- Your instructions:
Would you transcribe the data word for word?

- Collected data:
----------
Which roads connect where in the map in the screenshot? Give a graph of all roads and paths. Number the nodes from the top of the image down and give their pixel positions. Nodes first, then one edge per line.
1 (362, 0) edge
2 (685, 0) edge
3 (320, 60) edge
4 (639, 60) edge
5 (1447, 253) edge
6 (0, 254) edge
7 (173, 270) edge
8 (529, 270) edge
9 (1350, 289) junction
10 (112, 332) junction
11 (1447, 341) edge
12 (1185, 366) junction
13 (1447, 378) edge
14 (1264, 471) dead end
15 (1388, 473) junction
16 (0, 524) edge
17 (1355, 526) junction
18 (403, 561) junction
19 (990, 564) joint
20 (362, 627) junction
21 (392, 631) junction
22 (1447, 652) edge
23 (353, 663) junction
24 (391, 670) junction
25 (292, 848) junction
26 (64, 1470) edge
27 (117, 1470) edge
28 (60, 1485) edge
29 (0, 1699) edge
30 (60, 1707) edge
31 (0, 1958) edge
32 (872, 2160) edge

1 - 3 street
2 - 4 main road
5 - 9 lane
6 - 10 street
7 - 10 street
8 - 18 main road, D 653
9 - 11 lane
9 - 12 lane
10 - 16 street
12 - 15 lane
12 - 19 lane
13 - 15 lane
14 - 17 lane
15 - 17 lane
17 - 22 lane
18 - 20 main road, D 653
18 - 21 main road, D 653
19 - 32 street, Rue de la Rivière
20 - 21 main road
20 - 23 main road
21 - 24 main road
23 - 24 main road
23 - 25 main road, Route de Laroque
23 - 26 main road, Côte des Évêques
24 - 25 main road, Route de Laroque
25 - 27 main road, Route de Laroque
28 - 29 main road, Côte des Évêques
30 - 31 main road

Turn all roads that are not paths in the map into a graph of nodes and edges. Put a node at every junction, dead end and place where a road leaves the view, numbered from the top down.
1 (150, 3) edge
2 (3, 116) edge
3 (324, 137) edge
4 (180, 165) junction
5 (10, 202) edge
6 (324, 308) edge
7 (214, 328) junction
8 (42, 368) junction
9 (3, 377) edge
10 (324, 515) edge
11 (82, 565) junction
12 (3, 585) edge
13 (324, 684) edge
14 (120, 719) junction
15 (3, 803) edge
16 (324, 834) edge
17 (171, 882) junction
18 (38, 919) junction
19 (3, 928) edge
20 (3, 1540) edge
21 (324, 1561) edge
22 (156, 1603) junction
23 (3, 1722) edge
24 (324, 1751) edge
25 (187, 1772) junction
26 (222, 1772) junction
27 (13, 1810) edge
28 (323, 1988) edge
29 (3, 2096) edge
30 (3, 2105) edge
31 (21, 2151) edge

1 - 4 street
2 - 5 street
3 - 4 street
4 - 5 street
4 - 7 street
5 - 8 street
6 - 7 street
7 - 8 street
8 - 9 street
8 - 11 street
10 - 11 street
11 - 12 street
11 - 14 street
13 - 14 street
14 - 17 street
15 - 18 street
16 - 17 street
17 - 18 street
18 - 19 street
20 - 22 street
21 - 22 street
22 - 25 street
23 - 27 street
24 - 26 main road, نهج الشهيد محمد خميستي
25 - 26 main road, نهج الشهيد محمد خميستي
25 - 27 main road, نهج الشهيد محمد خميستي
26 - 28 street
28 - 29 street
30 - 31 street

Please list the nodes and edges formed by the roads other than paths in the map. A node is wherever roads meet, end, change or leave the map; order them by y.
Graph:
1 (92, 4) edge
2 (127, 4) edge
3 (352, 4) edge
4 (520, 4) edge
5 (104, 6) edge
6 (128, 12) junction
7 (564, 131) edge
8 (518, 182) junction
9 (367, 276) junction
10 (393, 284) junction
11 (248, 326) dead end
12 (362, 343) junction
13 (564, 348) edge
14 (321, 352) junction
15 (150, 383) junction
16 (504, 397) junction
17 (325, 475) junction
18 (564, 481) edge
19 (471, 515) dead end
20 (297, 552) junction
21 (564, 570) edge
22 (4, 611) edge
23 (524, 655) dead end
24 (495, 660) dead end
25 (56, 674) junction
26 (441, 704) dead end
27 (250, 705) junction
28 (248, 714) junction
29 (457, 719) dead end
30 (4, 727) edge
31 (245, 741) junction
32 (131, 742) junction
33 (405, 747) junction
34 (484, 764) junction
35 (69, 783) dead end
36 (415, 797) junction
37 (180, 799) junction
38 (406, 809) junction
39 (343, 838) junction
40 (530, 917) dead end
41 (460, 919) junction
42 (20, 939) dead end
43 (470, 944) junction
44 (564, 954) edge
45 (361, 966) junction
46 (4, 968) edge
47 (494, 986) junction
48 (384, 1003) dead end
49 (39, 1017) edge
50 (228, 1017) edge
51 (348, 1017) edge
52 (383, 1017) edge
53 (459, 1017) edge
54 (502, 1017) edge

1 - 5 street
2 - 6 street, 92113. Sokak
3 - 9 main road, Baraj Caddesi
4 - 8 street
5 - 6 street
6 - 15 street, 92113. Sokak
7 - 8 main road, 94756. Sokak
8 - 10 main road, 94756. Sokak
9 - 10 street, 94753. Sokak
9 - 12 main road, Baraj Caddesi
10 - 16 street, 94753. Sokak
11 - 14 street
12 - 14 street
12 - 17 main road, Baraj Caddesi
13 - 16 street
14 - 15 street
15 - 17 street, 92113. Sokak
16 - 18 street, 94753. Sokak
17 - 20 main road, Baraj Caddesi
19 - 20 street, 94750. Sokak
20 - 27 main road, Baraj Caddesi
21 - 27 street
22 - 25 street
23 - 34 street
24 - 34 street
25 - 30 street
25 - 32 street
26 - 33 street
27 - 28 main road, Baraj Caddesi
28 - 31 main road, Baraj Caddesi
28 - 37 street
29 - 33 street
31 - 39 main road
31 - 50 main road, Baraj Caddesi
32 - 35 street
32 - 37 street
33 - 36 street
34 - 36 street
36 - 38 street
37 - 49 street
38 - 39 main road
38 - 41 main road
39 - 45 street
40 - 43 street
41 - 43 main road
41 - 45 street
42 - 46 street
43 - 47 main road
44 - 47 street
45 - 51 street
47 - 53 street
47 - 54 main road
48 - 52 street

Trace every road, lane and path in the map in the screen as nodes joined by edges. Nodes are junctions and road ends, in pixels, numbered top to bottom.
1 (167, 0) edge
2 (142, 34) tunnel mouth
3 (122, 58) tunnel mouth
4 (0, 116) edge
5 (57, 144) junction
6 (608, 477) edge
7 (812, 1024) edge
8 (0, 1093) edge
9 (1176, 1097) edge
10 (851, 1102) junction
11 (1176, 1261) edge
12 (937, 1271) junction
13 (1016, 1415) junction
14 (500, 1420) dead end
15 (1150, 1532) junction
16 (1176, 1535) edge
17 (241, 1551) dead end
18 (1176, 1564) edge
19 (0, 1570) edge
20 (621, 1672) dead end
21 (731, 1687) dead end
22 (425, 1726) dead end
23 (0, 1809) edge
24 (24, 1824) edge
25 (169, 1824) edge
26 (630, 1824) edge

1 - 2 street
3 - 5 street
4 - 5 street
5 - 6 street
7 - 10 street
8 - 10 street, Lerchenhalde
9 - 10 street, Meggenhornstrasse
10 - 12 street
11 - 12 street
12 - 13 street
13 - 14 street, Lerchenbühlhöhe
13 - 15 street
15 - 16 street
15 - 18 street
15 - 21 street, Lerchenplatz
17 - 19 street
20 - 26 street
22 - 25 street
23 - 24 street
----------
- Expected answer:
Which roads connect where in the map in the screenshot? Give a graph of all roads and paths. Number the nodes from the top of the image down and give their pixel positions. Nodes first, then one edge per line.
1 (362, 0) edge
2 (685, 0) edge
3 (320, 60) edge
4 (639, 60) edge
5 (1447, 253) edge
6 (0, 254) edge
7 (173, 270) edge
8 (529, 270) edge
9 (1350, 289) junction
10 (112, 332) junction
11 (1447, 341) edge
12 (1185, 366) junction
13 (1447, 378) edge
14 (1264, 471) dead end
15 (1388, 473) junction
16 (0, 524) edge
17 (1355, 526) junction
18 (403, 561) junction
19 (990, 564) joint
20 (362, 627) junction
21 (392, 631) junction
22 (1447, 652) edge
23 (353, 663) junction
24 (391, 670) junction
25 (292, 848) junction
26 (64, 1470) edge
27 (117, 1470) edge
28 (60, 1485) edge
29 (0, 1699) edge
30 (60, 1707) edge
31 (0, 1958) edge
32 (872, 2160) edge

1 - 3 street
2 - 4 main road
5 - 9 lane
6 - 10 street
7 - 10 street
8 - 18 main road, D 653
9 - 11 lane
9 - 12 lane
10 - 16 street
12 - 15 lane
12 - 19 lane
13 - 15 lane
14 - 17 lane
15 - 17 lane
17 - 22 lane
18 - 20 main road, D 653
18 - 21 main road, D 653
19 - 32 street, Rue de la Rivière
20 - 21 main road
20 - 23 main road
21 - 24 main road
23 - 24 main road
23 - 25 main road, Route de Laroque
23 - 26 main road, Côte des Évêques
24 - 25 main road, Route de Laroque
25 - 27 main road, Route de Laroque
28 - 29 main road, Côte des Évêques
30 - 31 main road

Turn all roads that are not paths in the map into a graph of nodes and edges. Put a node at every junction, dead end and place where a road leaves the view, numbered from the top down.
1 (150, 3) edge
2 (3, 116) edge
3 (324, 137) edge
4 (180, 165) junction
5 (10, 202) edge
6 (324, 308) edge
7 (214, 328) junction
8 (42, 368) junction
9 (3, 377) edge
10 (324, 515) edge
11 (82, 565) junction
12 (3, 585) edge
13 (324, 684) edge
14 (120, 719) junction
15 (3, 803) edge
16 (324, 834) edge
17 (171, 882) junction
18 (38, 919) junction
19 (3, 928) edge
20 (3, 1540) edge
21 (324, 1561) edge
22 (156, 1603) junction
23 (3, 1722) edge
24 (324, 1751) edge
25 (187, 1772) junction
26 (222, 1772) junction
27 (13, 1810) edge
28 (323, 1988) edge
29 (3, 2096) edge
30 (3, 2105) edge
31 (21, 2151) edge

1 - 4 street
2 - 5 street
3 - 4 street
4 - 5 street
4 - 7 street
5 - 8 street
6 - 7 street
7 - 8 street
8 - 9 street
8 - 11 street
10 - 11 street
11 - 12 street
11 - 14 street
13 - 14 street
14 - 17 street
15 - 18 street
16 - 17 street
17 - 18 street
18 - 19 street
20 - 22 street
21 - 22 street
22 - 25 street
23 - 27 street
24 - 26 main road, نهج الشهيد محمد خميستي
25 - 26 main road, نهج الشهيد محمد خميستي
25 - 27 main road, نهج الشهيد محمد خميستي
26 - 28 street
28 - 29 street
30 - 31 street

Please list the nodes and edges formed by the roads other than paths in the map. A node is wherever roads meet, end, change or leave the map; order them by y.
Graph:
1 (92, 4) edge
2 (127, 4) edge
3 (352, 4) edge
4 (520, 4) edge
5 (104, 6) edge
6 (128, 12) junction
7 (564, 131) edge
8 (518, 182) junction
9 (367, 276) junction
10 (393, 284) junction
11 (248, 326) dead end
12 (362, 343) junction
13 (564, 348) edge
14 (321, 352) junction
15 (150, 383) junction
16 (504, 397) junction
17 (325, 475) junction
18 (564, 481) edge
19 (471, 515) dead end
20 (297, 552) junction
21 (564, 570) edge
22 (4, 611) edge
23 (524, 655) dead end
24 (495, 660) dead end
25 (56, 674) junction
26 (441, 704) dead end
27 (250, 705) junction
28 (248, 714) junction
29 (457, 719) dead end
30 (4, 727) edge
31 (245, 741) junction
32 (131, 742) junction
33 (405, 747) junction
34 (484, 764) junction
35 (69, 783) dead end
36 (415, 797) junction
37 (180, 799) junction
38 (406, 809) junction
39 (343, 838) junction
40 (530, 917) dead end
41 (460, 919) junction
42 (20, 939) dead end
43 (470, 944) junction
44 (564, 954) edge
45 (361, 966) junction
46 (4, 968) edge
47 (494, 986) junction
48 (384, 1003) dead end
49 (39, 1017) edge
50 (228, 1017) edge
51 (348, 1017) edge
52 (383, 1017) edge
53 (459, 1017) edge
54 (502, 1017) edge

1 - 5 street
2 - 6 street, 92113. Sokak
3 - 9 main road, Baraj Caddesi
4 - 8 street
5 - 6 street
6 - 15 street, 92113. Sokak
7 - 8 main road, 94756. Sokak
8 - 10 main road, 94756. Sokak
9 - 10 street, 94753. Sokak
9 - 12 main road, Baraj Caddesi
10 - 16 street, 94753. Sokak
11 - 14 street
12 - 14 street
12 - 17 main road, Baraj Caddesi
13 - 16 street
14 - 15 street
15 - 17 street, 92113. Sokak
16 - 18 street, 94753. Sokak
17 - 20 main road, Baraj Caddesi
19 - 20 street, 94750. Sokak
20 - 27 main road, Baraj Caddesi
21 - 27 street
22 - 25 street
23 - 34 street
24 - 34 street
25 - 30 street
25 - 32 street
26 - 33 street
27 - 28 main road, Baraj Caddesi
28 - 31 main road, Baraj Caddesi
28 - 37 street
29 - 33 street
31 - 39 main road
31 - 50 main road, Baraj Caddesi
32 - 35 street
32 - 37 street
33 - 36 street
34 - 36 street
36 - 38 street
37 - 49 street
38 - 39 main road
38 - 41 main road
39 - 45 street
40 - 43 street
41 - 43 main road
41 - 45 street
42 - 46 street
43 - 47 main road
44 - 47 street
45 - 51 street
47 - 53 street
47 - 54 main road
48 - 52 street

Trace every road, lane and path in the map in the screen as nodes joined by edges. Nodes are junctions and road ends, in pixels, numbered top to bottom.
1 (167, 0) edge
2 (142, 34) tunnel mouth
3 (122, 58) tunnel mouth
4 (0, 116) edge
5 (57, 144) junction
6 (608, 477) edge
7 (812, 1024) edge
8 (0, 1093) edge
9 (1176, 1097) edge
10 (851, 1102) junction
11 (1176, 1261) edge
12 (937, 1271) junction
13 (1016, 1415) junction
14 (500, 1420) dead end
15 (1150, 1532) junction
16 (1176, 1535) edge
17 (241, 1551) dead end
18 (1176, 1564) edge
19 (0, 1570) edge
20 (621, 1672) dead end
21 (731, 1687) dead end
22 (425, 1726) dead end
23 (0, 1809) edge
24 (24, 1824) edge
25 (169, 1824) edge
26 (630, 1824) edge

1 - 2 street
3 - 5 street
4 - 5 street
5 - 6 street
7 - 10 street
8 - 10 street, Lerchenhalde
9 - 10 street, Meggenhornstrasse
10 - 12 street
11 - 12 street
12 - 13 street
13 - 14 street, Lerchenbühlhöhe
13 - 15 street
15 - 16 street
15 - 18 street
15 - 21 street, Lerchenplatz
17 - 19 street
20 - 26 street
22 - 25 street
23 - 24 street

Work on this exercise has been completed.